Your instructions:
Wherever "graph" turns up in the entries, copy out the line that holds it.

Saved entries:

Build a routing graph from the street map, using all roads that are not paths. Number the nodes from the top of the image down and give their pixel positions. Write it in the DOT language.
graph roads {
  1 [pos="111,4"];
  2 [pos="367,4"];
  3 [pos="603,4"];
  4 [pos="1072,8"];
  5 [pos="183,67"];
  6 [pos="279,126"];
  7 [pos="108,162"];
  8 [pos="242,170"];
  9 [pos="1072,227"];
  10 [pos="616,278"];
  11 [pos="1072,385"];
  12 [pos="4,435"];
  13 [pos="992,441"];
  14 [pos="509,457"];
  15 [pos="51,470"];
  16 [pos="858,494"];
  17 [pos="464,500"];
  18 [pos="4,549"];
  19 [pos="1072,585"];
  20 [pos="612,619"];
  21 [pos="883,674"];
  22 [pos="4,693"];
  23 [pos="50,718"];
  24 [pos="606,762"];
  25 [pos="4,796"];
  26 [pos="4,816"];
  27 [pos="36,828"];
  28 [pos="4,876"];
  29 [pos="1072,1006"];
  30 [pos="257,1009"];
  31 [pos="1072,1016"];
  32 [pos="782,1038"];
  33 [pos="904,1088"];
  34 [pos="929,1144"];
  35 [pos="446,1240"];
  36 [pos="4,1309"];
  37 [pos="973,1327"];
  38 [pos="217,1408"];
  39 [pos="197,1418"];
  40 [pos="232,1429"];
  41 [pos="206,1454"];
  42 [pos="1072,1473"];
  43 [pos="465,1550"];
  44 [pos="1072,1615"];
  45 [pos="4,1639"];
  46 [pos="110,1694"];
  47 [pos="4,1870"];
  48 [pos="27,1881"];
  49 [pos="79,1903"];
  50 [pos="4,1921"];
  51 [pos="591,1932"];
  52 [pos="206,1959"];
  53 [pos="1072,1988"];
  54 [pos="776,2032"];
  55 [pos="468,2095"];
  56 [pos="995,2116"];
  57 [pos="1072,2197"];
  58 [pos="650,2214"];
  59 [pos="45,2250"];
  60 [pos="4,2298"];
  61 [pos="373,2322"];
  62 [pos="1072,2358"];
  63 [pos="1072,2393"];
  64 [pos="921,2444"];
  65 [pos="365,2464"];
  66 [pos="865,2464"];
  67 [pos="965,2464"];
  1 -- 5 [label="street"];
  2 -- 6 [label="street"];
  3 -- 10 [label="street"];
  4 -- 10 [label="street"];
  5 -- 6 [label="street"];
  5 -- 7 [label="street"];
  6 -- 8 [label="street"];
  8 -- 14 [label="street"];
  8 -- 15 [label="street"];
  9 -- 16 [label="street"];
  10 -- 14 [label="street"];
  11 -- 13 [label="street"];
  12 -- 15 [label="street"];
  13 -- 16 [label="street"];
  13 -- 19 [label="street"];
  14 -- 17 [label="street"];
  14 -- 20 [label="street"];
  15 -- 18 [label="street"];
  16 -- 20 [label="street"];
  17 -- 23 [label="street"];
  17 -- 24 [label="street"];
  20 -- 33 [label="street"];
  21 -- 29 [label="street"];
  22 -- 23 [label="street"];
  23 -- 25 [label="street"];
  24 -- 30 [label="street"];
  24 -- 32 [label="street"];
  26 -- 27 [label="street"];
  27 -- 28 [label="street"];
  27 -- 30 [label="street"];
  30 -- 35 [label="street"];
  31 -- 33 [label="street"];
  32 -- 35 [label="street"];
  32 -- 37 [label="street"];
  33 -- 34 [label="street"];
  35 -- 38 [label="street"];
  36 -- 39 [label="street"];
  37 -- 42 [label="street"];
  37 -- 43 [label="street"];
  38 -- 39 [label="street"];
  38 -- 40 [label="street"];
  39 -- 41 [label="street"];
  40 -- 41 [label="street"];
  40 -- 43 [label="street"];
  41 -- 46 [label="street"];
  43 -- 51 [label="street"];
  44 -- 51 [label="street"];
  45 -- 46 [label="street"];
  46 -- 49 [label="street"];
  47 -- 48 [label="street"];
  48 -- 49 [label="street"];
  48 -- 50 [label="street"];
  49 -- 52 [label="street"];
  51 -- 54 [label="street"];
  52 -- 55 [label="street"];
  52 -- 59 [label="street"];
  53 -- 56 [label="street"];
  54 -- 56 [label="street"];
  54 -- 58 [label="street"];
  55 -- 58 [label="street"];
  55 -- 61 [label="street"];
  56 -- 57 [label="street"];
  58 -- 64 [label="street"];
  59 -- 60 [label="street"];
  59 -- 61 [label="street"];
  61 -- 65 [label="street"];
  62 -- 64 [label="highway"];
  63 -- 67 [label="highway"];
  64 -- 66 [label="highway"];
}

Result for this exercise:
Build a routing graph from the street map, using all roads that are not paths. Number the nodes from the top of the image down and give their pixel positions. Write it in the DOT language.
graph roads {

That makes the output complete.